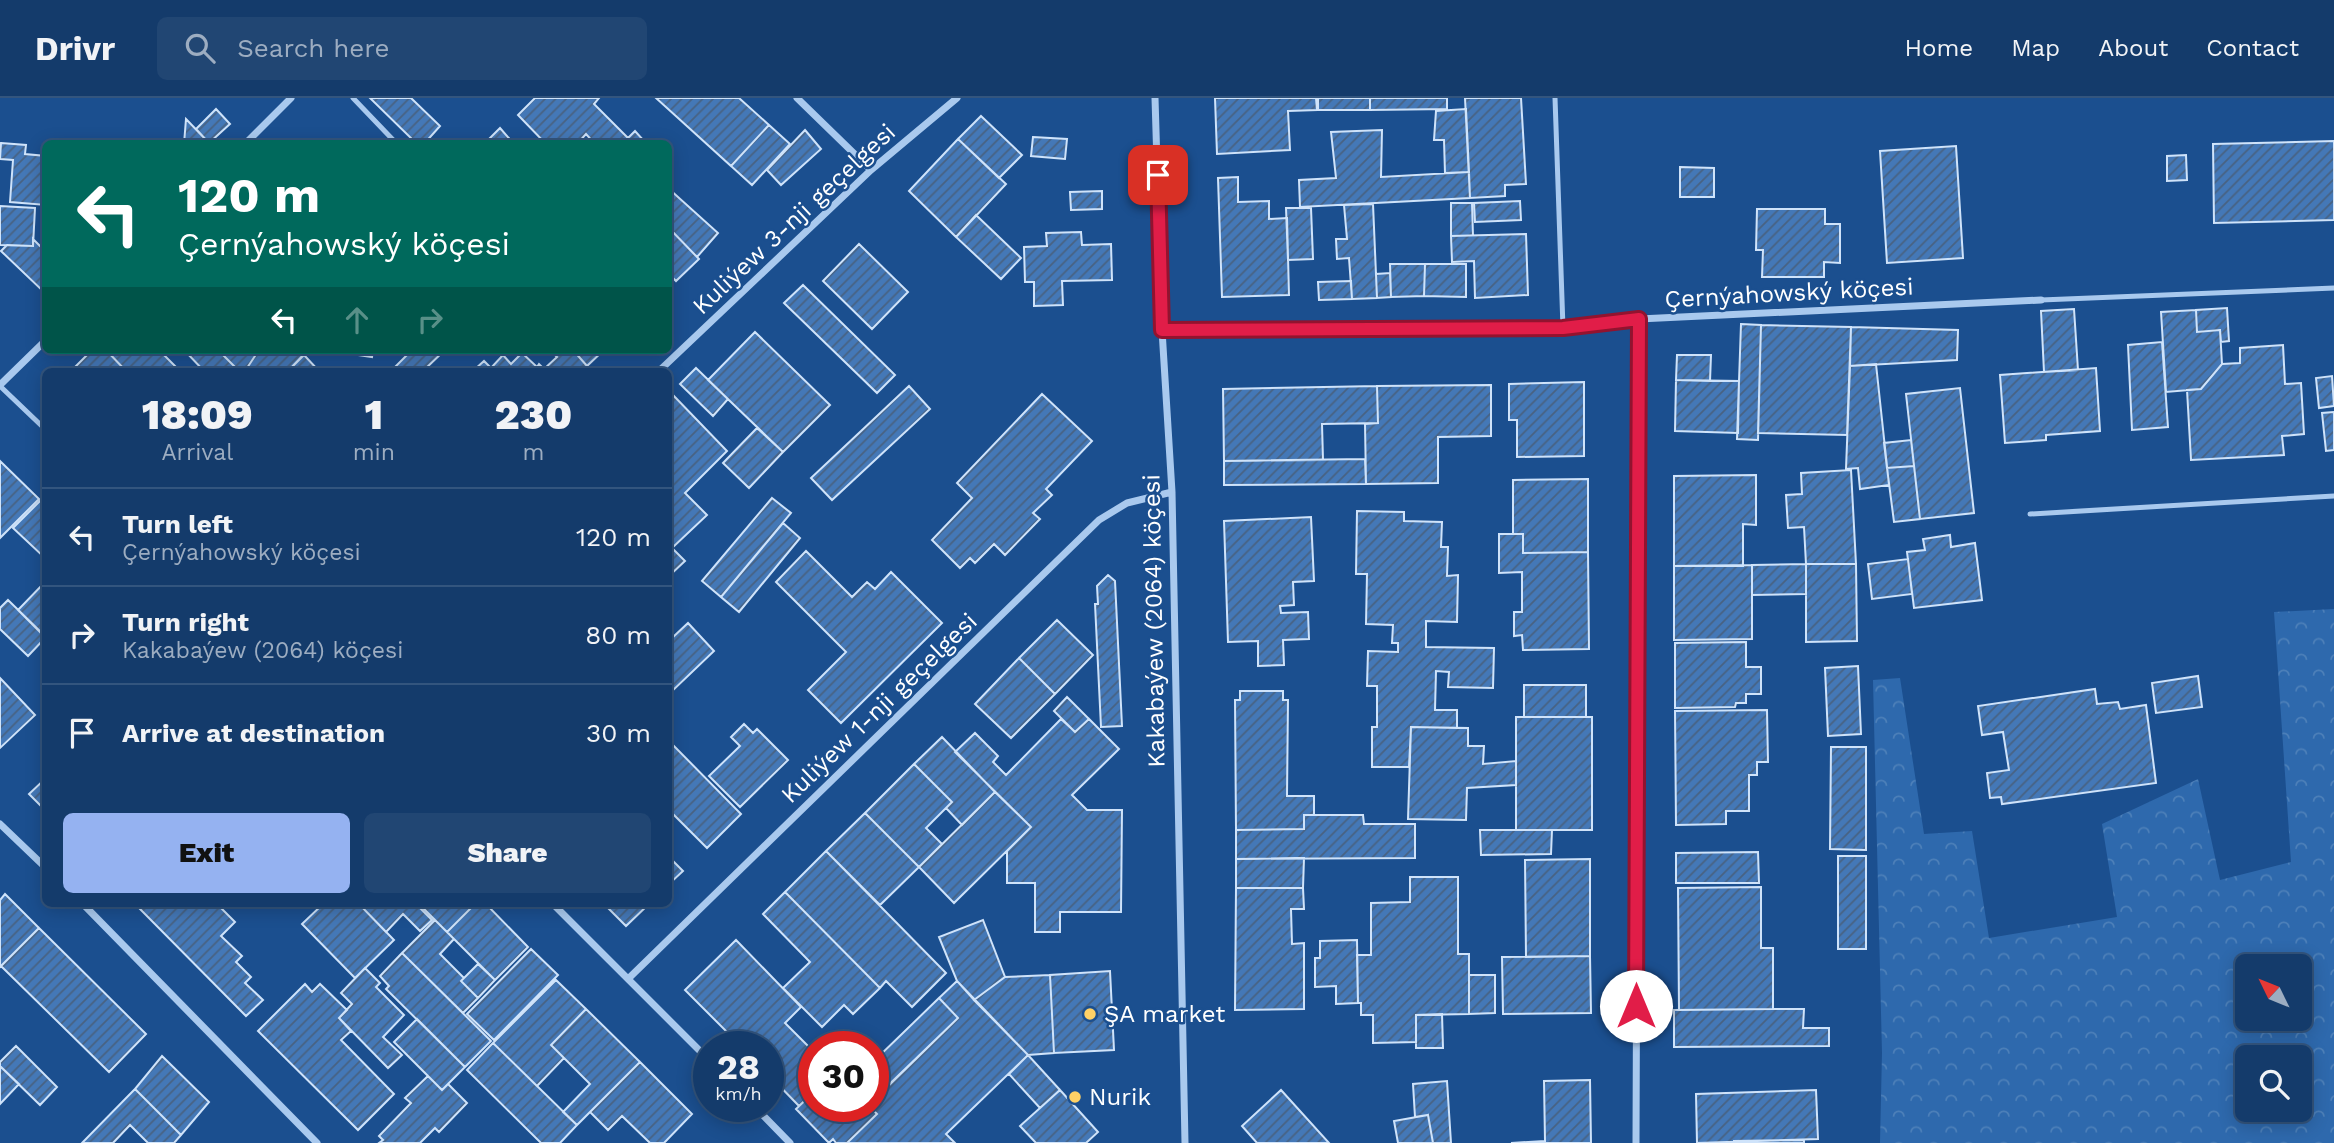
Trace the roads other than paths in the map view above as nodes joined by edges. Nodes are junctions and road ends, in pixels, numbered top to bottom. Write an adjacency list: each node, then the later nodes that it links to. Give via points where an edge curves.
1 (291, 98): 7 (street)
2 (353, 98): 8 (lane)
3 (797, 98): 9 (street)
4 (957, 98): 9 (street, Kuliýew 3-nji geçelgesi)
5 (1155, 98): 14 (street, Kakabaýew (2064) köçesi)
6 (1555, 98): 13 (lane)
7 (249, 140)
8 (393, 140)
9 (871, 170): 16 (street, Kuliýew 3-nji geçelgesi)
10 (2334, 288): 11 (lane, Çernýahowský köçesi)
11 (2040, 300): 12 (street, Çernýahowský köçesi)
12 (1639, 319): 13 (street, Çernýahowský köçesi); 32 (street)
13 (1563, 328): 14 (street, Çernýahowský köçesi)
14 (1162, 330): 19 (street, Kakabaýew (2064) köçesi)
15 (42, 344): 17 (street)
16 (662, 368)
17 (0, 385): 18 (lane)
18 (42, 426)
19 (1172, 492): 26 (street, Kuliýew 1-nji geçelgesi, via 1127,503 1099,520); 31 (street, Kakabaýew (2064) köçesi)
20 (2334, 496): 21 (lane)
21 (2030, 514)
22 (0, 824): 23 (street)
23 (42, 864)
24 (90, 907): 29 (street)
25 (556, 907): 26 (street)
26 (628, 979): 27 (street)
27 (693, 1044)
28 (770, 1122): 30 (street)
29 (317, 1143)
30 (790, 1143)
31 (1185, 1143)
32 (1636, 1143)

_Work required_
Retype the data in full. Images do not go in the copy.

_Worked solution_
Trace the roads other than paths in the map view above as nodes joined by edges. Nodes are junctions and road ends, in pixels, numbered top to bottom. Write an adjacency list: each node, then the later nodes that it links to. Give via points where an edge curves.
1 (291, 98): 7 (street)
2 (353, 98): 8 (lane)
3 (797, 98): 9 (street)
4 (957, 98): 9 (street, Kuliýew 3-nji geçelgesi)
5 (1155, 98): 14 (street, Kakabaýew (2064) köçesi)
6 (1555, 98): 13 (lane)
7 (249, 140)
8 (393, 140)
9 (871, 170): 16 (street, Kuliýew 3-nji geçelgesi)
10 (2334, 288): 11 (lane, Çernýahowský köçesi)
11 (2040, 300): 12 (street, Çernýahowský köçesi)
12 (1639, 319): 13 (street, Çernýahowský köçesi); 32 (street)
13 (1563, 328): 14 (street, Çernýahowský köçesi)
14 (1162, 330): 19 (street, Kakabaýew (2064) köçesi)
15 (42, 344): 17 (street)
16 (662, 368)
17 (0, 385): 18 (lane)
18 (42, 426)
19 (1172, 492): 26 (street, Kuliýew 1-nji geçelgesi, via 1127,503 1099,520); 31 (street, Kakabaýew (2064) köçesi)
20 (2334, 496): 21 (lane)
21 (2030, 514)
22 (0, 824): 23 (street)
23 (42, 864)
24 (90, 907): 29 (street)
25 (556, 907): 26 (street)
26 (628, 979): 27 (street)
27 (693, 1044)
28 (770, 1122): 30 (street)
29 (317, 1143)
30 (790, 1143)
31 (1185, 1143)
32 (1636, 1143)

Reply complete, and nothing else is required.